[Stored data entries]
━━━━━━━━━━━━━━━━━━━━━━━━━━━━━━
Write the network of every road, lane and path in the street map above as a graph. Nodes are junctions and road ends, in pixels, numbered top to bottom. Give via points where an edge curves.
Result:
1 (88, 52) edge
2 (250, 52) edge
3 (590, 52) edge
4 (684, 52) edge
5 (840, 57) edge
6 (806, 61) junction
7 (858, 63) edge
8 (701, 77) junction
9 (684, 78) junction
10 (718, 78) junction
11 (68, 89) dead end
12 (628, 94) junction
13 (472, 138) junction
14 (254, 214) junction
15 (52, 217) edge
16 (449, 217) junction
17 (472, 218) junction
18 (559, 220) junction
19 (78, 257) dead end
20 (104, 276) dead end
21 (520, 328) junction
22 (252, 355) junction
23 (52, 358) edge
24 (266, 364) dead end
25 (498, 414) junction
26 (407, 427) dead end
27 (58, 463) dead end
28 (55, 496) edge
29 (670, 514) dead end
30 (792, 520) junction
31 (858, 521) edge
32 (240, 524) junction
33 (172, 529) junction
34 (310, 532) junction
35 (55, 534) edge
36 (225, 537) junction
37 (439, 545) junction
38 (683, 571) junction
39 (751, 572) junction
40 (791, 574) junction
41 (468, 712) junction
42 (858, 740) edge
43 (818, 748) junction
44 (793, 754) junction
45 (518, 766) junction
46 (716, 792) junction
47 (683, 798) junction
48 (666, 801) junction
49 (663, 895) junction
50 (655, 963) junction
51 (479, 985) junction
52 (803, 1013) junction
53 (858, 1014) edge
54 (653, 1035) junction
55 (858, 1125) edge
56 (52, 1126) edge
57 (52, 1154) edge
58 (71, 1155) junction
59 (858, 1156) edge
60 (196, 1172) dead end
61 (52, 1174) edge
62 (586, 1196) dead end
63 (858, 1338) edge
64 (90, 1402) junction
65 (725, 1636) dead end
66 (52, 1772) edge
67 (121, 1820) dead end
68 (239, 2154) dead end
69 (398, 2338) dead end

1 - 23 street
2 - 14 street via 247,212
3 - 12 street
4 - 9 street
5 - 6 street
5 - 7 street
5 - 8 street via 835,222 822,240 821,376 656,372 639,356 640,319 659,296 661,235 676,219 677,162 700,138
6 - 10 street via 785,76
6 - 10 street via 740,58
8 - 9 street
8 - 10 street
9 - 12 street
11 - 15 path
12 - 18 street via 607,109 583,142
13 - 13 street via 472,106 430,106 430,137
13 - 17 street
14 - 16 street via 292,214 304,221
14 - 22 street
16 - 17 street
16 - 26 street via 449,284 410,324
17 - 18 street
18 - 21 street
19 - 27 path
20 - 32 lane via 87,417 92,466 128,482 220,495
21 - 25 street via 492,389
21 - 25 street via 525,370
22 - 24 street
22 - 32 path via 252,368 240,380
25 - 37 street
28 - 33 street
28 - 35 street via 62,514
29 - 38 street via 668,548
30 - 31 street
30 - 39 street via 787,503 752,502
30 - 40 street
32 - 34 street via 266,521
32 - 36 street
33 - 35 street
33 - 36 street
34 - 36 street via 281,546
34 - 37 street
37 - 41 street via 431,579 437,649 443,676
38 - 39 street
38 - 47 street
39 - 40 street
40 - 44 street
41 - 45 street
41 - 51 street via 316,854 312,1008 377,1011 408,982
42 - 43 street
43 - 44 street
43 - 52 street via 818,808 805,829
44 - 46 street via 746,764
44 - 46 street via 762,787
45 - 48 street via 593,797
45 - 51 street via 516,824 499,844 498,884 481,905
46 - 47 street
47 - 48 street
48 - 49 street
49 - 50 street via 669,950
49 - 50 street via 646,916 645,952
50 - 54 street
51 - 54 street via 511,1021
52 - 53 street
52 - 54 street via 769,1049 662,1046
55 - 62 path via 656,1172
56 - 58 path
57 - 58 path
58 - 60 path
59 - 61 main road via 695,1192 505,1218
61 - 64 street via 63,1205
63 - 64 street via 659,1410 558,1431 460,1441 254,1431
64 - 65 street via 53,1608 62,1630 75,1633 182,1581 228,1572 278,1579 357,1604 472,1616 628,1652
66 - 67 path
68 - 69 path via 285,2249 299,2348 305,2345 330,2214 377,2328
━━━━━━━━━━━━━━━━━━━━━━━━━━━━━━
WHAT THE TASK REQUIRES
In the data above, which lines have "path"? Report each of them.

FINISHED TASK
Write the network of every road, lane and path in the street map above as a graph. Nodes are junctions and road ends, in pixels, numbered top to bottom. Give via points where an edge curves.
11 - 15 path
19 - 27 path
22 - 32 path via 252,368 240,380
55 - 62 path via 656,1172
56 - 58 path
57 - 58 path
58 - 60 path
66 - 67 path
68 - 69 path via 285,2249 299,2348 305,2345 330,2214 377,2328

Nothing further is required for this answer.